Thursday, July 3, 2008 | A team of San Diego scientists are becoming increasingly convinced that the cure for cancer may be linked to a marine compound found within long strands of rosy-colored toxic bacteria that grow beneath mangroves in the South Pacific.
In a breakthrough discovery, researchers at the University of California, San Diego and the Scripps Institution of Oceanography identified a potent and stealthy compound in the bacteria, called “mermaid’s hair,” that can kill tumors and be delivered without harming healthy tissue — thereby avoiding a major drawback to traditional cancer therapies such as radiation treatments and chemotherapy drugs.
The findings were published early this year in an online industry journal and Dwayne Stupack, a pathology professor and one of the authors of the report, is presenting the research to international experts in France and Italy this week.
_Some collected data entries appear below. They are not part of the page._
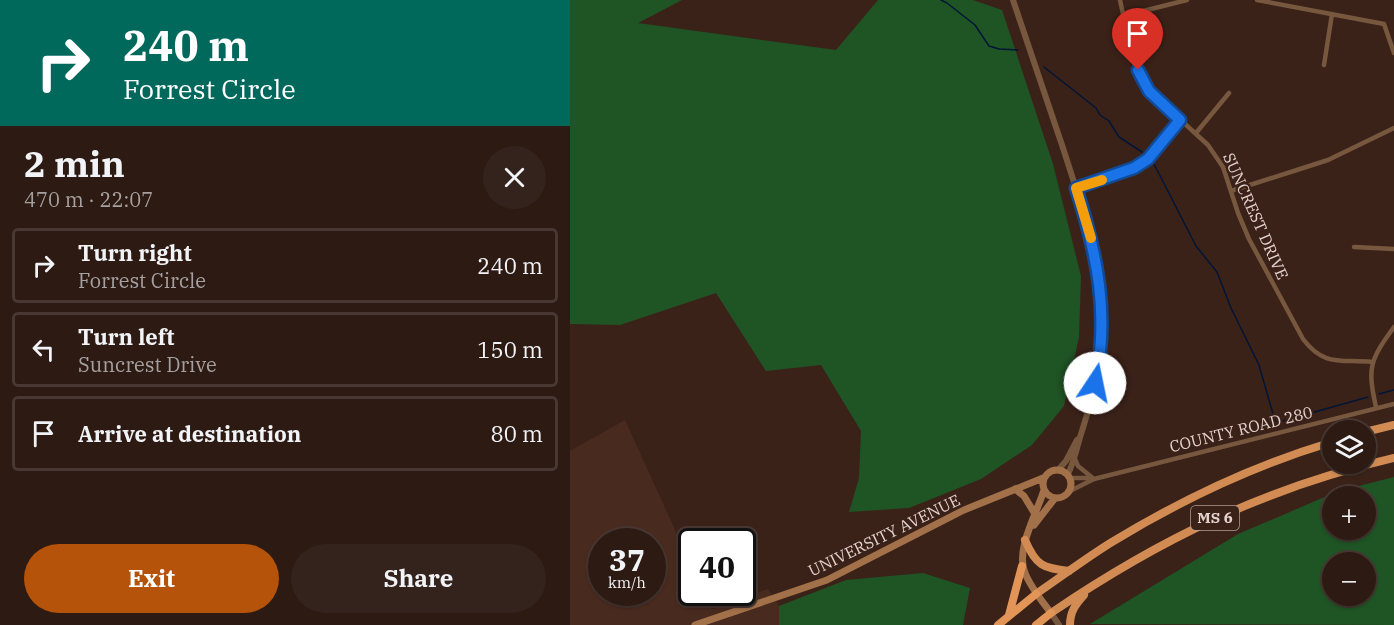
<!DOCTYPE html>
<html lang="en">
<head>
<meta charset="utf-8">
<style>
  body { margin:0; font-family:"IBM Plex Serif",serif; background:#34231c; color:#f1f3f6; height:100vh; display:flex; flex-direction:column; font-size:22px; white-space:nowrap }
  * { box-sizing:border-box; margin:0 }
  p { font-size:20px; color:#a6a1a0 }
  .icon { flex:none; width:33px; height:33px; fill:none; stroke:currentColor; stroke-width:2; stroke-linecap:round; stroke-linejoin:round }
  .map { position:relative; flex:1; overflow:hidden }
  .details { display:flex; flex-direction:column; background:#2c1a13; width:570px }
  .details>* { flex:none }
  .guide { background:#00695c; color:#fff; overflow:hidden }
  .tools { position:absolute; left:752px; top:420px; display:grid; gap:12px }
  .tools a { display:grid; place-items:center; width:54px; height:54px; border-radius:50%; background:#2c1a13; box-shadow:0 2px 4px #0004,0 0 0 2px #483833; font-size:30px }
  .speed { position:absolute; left:18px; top:528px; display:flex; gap:12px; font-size:30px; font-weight:700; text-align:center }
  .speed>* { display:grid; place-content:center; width:78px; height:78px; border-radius:50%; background:#2c1a13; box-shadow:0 2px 4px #0004,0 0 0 2px #483833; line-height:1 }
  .speed small { font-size:15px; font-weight:400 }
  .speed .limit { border:3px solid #111; border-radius:9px; background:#fff; color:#111 }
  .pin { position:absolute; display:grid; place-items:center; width:51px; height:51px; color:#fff; margin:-62px -26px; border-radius:50% 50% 50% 0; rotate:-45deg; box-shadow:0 0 6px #0007 }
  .pin .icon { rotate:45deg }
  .me { position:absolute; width:66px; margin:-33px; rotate:11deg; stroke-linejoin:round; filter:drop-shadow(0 0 4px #0008) }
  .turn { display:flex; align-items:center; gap:21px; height:126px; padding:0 24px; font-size:27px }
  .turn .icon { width:78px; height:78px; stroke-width:2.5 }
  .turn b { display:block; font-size:42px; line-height:51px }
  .round { display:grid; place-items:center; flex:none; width:63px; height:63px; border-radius:32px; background:#34231c }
  .head { display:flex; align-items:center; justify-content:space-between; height:102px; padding:0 24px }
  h1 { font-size:36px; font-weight:700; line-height:45px }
  .cta { display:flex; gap:12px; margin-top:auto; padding:12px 24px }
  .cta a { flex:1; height:69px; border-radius:36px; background:#b45309; color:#fff; font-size:24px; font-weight:700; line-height:69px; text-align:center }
  .cta a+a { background:#34231c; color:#f1f3f6 }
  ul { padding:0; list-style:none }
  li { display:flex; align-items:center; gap:18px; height:75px; margin:0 12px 9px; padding:0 12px; border:3px solid #483833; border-radius:6px }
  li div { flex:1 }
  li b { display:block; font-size:22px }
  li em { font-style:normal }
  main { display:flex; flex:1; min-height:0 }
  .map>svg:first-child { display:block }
</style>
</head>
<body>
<main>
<section class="details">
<div class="guide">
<div class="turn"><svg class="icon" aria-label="right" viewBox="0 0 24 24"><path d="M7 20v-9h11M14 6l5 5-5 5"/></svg><div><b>240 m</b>Forrest Circle</div></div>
</div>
<div class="head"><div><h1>2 min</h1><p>470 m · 22:07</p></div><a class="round"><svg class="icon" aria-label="close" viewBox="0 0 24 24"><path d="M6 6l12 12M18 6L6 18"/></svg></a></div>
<ul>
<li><svg class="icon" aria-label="right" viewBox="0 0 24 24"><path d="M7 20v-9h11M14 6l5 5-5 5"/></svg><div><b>Turn right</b><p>Forrest Circle</p></div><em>240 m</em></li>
<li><svg class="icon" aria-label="left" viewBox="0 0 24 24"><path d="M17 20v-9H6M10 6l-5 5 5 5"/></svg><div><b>Turn left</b><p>Suncrest Drive</p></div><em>150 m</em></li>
<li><svg class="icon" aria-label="arrive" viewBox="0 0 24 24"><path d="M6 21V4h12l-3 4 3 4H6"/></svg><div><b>Arrive at destination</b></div><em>80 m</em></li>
</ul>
<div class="cta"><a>Exit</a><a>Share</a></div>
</section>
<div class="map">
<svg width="824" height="625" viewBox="0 0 824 625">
  <rect width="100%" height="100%" fill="#3b2219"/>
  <path fill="#492a1f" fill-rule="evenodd" d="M55,420L121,565L122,592L134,593L142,609L198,589L209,606V625H0V451ZM32,542H82V592H32Z"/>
  <path fill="#1f5424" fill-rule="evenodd" d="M0,0H112L68,23L266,50L308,0H403L432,10L483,164L511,276L509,337L494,406L462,445L411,479L339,508L279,512L289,478L291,431L251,365L196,371L146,293L50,325L0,324Z
    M824,477V625L520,624L668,534L769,491ZM762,496H795V530H762ZM762,562H795V596H762Z
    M353,573L400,588L393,625H209V606L276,580Z"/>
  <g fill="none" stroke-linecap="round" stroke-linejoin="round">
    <path stroke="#011537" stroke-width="1.5" d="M371,0L377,3L405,25L419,46L429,49L448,50
      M474,67L526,108L530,115L539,121L549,137L572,152
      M584,164L626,246L647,272L661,308L689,365L705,421L709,422L798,397
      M809,394L824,390"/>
    <path stroke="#77583f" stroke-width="4.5" d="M550,0L562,56L569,74L579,91L638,145L653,167L668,213L679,239L733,339C754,367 771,359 802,362
      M687,0L814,24L824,53
      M553,16L617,0
      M754,65L762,14
      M626,133L659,93
      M506,188L564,168L578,159L610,120
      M661,191L758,160L824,128
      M784,247L824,249
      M806,407C797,367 800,360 824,327
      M505,459L508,466L524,479
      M500,478H522
      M500,491L524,479L824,404"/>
    <path stroke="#77583f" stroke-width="6" d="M443,0C460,50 477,101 494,151C511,205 531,258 532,315C533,354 524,394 512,431C507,446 505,460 498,474
      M489,469L496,461L507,440
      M481,613L489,625"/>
    <path stroke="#a27149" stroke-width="7" d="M473 484a14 14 0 1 1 28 0a14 14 0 1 1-28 0Z
      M445,489L454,496L465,514
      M474,490C467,513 445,550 455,573C461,588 472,601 481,613
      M464,525L485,498
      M125,625L257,580L394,510L473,478"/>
    <path stroke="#d28c53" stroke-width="8" d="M795,432L824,425
      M455,540C466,566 473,568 499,571
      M466,594C491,577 516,558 542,542C611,500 685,465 762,442
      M481,613C590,539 695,488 824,458
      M500,625C500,612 505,605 514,595"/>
    <path stroke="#e29556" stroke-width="8" d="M439,615L452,566
      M428,625L466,594
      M466,625L481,613"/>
  </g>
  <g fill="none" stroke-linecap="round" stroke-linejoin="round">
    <defs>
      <path id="route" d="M525,383C540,316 527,253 506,188L564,168L578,159L610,120L579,91L568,70"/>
    </defs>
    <use href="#route" stroke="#114b97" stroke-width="15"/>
    <use href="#route" stroke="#1a73e8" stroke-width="10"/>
    <path stroke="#f59e0b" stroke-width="10" d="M521,238L506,188L532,180"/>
  </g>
  <g text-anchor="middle" stroke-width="4.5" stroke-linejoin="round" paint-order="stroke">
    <rect fill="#3b2219" stroke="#b19d96" stroke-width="1.5" x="621" y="506" width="48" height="24" rx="4.5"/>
    <g font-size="15" font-weight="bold" fill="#e4d2cc">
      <text x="645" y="523">MS 6</text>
    </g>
    <g font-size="16" fill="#e4d2cc" stroke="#3b2219">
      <text transform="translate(686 216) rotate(66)" y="6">SUNCREST DRIVE</text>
      <text transform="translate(671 429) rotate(-14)" y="6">COUNTY ROAD 280</text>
      <text transform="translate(314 535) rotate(-26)" y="6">UNIVERSITY AVENUE</text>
    </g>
  </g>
</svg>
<div class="tools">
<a><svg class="icon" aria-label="layers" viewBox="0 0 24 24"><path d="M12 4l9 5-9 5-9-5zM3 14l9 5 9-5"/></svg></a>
<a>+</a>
<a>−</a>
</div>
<div class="speed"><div>37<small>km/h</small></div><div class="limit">40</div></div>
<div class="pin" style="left:568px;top:70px;background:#d93025"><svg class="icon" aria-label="arrive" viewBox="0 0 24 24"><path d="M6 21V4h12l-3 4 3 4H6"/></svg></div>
<svg class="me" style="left:525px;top:383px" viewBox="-20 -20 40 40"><circle r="19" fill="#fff"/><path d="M0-13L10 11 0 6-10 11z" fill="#1a73e8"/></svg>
</div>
</main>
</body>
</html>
The compound, known as somocystinamide A or ScA, has the proven ability to target and destroy rogue cancer cells and stunt the growth of tumors by inhibiting the formation of the blood vessels that feed them. Just three milligrams of the compound — the size of a grain of rice — is strong enough to blast a swimming pool full of cancer cells.
“It’s very early still, but there is definitely reason to be optimistic,” said Bill Gerwick, a biochemist and researcher on the project.
Gerwick’s been looking to the sea for new cures for nearly 20 years, at least. He spent the early 1990s scuba diving throughout the South Pacific in search of marine compounds that could give rise to new therapies.